その一つとして、「移住・住み支援機構」のマイホーム借り上げ制度があります。
仕組みは、機構がマイホームを借り上げてくれて第三者に転貸し、その転貸収入から家賃を支払ってくれるというものです。
実際にホームページを見て驚いたのが、なんと家賃保証があるのです。
たとえ空室でも家賃が支払われるので、とても安心ですよね。
この制度は、シニア層が持つ住宅を周辺の家賃相場よりもやや安く、子育て世代に貸す目的で2006年にできました。

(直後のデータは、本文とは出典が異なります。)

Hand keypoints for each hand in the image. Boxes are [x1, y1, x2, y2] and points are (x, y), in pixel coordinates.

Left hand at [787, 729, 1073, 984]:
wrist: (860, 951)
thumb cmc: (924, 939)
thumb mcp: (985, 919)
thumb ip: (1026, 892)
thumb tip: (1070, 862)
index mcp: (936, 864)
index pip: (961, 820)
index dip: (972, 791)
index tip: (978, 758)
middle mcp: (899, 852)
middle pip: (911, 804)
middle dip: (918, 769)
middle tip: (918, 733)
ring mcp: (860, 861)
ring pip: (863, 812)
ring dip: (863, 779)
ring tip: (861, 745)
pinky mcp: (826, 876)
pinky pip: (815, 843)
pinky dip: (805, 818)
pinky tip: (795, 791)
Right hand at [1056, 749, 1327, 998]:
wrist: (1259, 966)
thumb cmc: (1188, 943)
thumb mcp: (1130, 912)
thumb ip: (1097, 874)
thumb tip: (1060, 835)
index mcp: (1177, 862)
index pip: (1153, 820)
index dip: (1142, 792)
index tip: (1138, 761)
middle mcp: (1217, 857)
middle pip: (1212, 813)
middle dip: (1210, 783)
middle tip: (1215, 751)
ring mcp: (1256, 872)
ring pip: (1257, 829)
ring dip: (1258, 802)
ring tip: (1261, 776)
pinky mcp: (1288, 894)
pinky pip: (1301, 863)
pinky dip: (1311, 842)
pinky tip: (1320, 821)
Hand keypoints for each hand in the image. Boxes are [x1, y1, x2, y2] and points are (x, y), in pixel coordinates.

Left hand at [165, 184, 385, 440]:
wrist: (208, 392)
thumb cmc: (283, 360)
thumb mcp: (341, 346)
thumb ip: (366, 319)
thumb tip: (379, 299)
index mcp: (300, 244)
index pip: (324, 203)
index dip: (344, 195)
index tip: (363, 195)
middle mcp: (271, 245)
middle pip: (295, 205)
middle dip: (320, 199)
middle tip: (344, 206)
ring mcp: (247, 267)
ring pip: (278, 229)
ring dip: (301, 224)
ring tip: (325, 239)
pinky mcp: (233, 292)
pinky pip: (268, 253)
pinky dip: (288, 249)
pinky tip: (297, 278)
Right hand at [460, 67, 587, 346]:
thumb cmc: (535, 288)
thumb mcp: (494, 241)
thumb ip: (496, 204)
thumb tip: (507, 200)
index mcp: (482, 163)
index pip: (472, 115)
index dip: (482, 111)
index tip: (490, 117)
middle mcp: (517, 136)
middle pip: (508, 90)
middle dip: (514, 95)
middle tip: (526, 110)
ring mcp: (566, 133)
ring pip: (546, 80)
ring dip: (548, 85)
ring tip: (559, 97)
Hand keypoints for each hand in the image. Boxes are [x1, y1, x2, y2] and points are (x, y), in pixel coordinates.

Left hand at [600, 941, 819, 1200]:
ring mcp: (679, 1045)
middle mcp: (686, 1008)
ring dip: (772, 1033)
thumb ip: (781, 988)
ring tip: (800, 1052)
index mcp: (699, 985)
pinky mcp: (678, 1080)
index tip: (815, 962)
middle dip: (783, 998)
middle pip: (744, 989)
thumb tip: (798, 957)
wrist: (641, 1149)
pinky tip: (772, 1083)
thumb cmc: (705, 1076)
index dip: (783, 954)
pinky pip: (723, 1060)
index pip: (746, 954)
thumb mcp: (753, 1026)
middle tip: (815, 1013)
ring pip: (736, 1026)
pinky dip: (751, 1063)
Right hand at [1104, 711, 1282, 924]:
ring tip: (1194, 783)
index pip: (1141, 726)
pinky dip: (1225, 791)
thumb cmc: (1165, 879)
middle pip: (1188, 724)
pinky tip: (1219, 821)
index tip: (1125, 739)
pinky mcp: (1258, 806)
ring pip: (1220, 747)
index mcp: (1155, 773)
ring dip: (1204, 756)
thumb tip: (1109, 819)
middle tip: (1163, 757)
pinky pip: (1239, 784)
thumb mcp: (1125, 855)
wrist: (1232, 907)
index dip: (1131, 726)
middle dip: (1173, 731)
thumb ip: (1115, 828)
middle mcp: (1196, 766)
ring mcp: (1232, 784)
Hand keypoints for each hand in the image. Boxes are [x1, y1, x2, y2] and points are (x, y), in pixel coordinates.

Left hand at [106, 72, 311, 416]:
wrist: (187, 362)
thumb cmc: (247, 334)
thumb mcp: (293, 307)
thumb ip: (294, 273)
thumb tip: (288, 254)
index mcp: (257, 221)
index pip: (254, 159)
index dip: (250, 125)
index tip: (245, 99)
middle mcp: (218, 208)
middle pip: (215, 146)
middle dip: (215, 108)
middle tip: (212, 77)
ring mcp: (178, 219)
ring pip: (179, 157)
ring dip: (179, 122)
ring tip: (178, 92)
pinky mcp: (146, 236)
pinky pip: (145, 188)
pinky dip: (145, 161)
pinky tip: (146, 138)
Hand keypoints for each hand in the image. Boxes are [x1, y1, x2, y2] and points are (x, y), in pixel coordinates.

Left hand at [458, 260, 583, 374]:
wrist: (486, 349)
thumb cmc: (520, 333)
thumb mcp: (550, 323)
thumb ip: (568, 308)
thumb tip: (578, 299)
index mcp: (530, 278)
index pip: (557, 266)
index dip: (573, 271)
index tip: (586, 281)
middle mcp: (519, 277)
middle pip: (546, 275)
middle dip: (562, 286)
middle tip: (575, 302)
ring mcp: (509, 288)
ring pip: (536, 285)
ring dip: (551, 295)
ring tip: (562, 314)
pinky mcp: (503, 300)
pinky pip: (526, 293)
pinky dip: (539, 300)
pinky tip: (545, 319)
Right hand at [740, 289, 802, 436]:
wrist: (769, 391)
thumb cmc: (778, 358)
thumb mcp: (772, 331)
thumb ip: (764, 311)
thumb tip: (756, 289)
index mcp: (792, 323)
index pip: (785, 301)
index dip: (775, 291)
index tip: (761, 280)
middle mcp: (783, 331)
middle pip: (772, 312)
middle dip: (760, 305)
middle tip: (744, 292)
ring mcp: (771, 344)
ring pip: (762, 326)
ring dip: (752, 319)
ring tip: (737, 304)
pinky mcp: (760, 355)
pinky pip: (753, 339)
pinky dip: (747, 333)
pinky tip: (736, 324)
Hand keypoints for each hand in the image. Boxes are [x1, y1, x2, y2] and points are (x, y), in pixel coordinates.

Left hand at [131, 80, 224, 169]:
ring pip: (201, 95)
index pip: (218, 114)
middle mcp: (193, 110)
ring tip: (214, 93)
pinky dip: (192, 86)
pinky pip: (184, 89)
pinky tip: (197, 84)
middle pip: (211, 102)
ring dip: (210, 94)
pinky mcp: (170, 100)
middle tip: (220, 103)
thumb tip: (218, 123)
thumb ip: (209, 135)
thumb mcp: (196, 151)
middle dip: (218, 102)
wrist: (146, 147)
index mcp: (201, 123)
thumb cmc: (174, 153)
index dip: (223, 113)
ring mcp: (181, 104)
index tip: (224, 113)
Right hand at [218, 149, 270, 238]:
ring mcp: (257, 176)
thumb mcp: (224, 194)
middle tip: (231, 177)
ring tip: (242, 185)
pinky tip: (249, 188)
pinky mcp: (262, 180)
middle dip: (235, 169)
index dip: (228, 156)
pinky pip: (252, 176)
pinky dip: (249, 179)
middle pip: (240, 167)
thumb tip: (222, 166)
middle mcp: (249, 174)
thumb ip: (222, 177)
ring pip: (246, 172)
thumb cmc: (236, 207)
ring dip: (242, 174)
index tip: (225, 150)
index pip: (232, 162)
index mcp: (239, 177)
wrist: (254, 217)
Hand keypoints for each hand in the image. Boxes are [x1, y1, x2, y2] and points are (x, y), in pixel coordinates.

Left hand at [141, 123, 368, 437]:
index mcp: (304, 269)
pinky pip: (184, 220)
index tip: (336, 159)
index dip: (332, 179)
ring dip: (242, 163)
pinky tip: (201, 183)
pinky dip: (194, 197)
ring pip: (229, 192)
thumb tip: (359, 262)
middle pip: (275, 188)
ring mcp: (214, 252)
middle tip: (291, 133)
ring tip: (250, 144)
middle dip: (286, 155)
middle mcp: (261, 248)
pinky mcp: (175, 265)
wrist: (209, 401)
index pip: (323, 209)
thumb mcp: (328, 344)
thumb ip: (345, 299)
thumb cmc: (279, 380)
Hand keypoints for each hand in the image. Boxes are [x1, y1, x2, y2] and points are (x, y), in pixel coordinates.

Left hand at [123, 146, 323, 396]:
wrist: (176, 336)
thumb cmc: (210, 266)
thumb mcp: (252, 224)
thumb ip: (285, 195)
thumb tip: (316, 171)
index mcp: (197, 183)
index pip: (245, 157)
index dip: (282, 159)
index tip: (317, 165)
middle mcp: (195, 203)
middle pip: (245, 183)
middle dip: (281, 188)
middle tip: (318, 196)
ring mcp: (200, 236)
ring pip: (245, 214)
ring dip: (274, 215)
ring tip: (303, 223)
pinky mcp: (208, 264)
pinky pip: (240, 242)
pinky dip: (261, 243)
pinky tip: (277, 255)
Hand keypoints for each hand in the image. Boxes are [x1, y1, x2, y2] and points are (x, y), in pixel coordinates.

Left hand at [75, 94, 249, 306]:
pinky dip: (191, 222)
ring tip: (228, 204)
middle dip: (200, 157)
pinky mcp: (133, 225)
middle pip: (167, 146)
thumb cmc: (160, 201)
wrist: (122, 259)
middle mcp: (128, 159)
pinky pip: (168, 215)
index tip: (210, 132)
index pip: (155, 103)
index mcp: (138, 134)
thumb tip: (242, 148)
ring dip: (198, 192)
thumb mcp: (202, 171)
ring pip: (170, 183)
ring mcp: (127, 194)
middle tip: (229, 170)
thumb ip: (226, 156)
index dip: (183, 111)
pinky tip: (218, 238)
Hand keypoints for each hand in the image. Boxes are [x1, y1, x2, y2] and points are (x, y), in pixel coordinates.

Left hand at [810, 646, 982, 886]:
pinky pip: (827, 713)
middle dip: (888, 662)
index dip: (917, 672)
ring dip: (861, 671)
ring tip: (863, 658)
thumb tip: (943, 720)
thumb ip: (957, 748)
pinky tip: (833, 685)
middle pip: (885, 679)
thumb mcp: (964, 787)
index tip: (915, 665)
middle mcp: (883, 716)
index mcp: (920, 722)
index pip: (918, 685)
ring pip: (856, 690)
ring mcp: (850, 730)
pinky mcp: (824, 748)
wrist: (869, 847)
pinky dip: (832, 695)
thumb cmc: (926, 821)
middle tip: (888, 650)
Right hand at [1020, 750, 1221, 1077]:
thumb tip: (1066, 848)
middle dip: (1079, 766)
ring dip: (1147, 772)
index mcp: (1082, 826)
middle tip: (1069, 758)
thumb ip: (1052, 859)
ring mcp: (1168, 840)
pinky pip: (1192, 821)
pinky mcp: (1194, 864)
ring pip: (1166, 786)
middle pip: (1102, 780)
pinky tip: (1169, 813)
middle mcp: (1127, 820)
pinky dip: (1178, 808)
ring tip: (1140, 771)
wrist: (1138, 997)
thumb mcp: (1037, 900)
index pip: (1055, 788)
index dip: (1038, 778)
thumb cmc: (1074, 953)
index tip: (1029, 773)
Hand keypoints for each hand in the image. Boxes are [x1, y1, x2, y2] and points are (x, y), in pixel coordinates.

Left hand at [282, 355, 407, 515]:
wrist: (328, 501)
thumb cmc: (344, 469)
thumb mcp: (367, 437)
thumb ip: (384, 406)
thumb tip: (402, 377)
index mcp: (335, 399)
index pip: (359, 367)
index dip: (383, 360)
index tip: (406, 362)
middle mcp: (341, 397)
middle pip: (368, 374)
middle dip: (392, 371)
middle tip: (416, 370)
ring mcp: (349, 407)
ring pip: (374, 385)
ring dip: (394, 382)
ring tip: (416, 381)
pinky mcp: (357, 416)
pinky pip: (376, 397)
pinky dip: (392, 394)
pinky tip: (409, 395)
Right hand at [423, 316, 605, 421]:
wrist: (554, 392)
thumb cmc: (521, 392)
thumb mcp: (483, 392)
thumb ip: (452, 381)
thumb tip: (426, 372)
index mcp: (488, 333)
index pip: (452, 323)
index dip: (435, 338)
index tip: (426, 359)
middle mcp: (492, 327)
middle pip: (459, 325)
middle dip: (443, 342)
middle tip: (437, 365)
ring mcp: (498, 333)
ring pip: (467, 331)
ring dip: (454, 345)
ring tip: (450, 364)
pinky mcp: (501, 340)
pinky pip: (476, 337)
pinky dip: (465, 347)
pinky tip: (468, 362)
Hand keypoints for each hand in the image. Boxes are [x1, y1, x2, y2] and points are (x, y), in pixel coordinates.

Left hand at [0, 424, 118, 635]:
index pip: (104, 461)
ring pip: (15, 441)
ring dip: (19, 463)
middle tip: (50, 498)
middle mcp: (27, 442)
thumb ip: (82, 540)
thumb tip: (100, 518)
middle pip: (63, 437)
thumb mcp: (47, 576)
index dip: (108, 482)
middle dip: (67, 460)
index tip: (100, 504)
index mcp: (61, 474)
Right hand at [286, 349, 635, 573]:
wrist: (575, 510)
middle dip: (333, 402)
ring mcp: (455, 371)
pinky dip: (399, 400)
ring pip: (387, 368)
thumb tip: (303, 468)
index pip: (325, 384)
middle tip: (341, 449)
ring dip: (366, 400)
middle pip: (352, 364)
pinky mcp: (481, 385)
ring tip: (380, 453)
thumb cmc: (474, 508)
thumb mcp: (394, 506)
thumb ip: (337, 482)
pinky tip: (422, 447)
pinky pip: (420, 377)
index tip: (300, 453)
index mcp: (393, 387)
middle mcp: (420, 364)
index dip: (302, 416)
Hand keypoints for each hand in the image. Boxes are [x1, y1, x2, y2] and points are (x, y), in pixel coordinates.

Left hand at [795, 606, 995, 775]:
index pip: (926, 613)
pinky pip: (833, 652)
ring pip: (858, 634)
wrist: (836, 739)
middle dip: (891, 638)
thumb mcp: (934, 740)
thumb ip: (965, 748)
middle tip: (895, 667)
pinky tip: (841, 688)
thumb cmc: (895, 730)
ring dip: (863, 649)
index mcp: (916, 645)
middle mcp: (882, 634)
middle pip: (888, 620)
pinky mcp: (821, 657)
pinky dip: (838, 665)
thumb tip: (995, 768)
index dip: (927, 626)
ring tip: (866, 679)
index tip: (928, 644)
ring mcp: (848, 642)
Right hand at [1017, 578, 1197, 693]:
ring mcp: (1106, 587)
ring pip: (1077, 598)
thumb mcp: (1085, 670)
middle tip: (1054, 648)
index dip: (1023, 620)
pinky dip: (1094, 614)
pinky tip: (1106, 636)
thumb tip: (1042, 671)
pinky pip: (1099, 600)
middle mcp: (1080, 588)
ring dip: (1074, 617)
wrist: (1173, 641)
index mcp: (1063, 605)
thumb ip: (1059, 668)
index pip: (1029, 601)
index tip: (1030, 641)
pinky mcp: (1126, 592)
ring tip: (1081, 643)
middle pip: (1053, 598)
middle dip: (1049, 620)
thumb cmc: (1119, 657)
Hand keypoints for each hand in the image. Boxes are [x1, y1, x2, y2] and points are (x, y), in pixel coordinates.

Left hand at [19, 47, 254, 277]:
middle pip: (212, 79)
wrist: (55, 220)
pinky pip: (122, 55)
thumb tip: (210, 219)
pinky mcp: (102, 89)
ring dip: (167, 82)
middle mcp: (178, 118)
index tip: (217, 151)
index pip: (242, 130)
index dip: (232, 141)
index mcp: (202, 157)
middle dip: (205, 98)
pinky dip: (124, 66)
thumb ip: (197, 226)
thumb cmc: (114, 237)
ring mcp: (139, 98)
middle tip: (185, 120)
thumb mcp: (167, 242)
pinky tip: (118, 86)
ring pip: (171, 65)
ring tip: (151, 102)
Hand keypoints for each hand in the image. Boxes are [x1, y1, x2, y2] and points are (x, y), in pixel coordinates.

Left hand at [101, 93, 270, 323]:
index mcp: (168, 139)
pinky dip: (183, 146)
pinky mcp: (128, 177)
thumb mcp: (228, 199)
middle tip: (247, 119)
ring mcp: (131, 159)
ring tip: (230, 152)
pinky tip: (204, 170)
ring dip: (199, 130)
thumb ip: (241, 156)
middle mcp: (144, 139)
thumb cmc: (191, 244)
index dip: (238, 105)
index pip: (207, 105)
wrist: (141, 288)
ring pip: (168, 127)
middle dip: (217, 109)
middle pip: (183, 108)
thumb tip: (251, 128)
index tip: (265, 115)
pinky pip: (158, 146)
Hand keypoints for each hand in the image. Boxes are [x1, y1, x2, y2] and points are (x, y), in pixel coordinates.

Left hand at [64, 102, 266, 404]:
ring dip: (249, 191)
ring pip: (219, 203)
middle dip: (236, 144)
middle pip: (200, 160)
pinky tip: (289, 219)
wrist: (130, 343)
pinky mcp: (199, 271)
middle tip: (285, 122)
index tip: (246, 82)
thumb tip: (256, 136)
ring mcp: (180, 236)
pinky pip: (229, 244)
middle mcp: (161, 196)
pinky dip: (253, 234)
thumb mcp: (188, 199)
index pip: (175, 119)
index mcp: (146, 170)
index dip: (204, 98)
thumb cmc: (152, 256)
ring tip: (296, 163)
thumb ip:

借り手がつかなくても家賃の保障があるので、年金収入を補う事もできます。
また、借り上げは終身型と期間指定型があるので、家に戻る事も可能です。
せっかく購入したマイホーム、住みにくくなってきたけど売るのはちょっと・・・
と思ってる方がいれば是非教えてあげたいです。
次回は、住み替えパート2〜減築〜について書いてみたいと思います。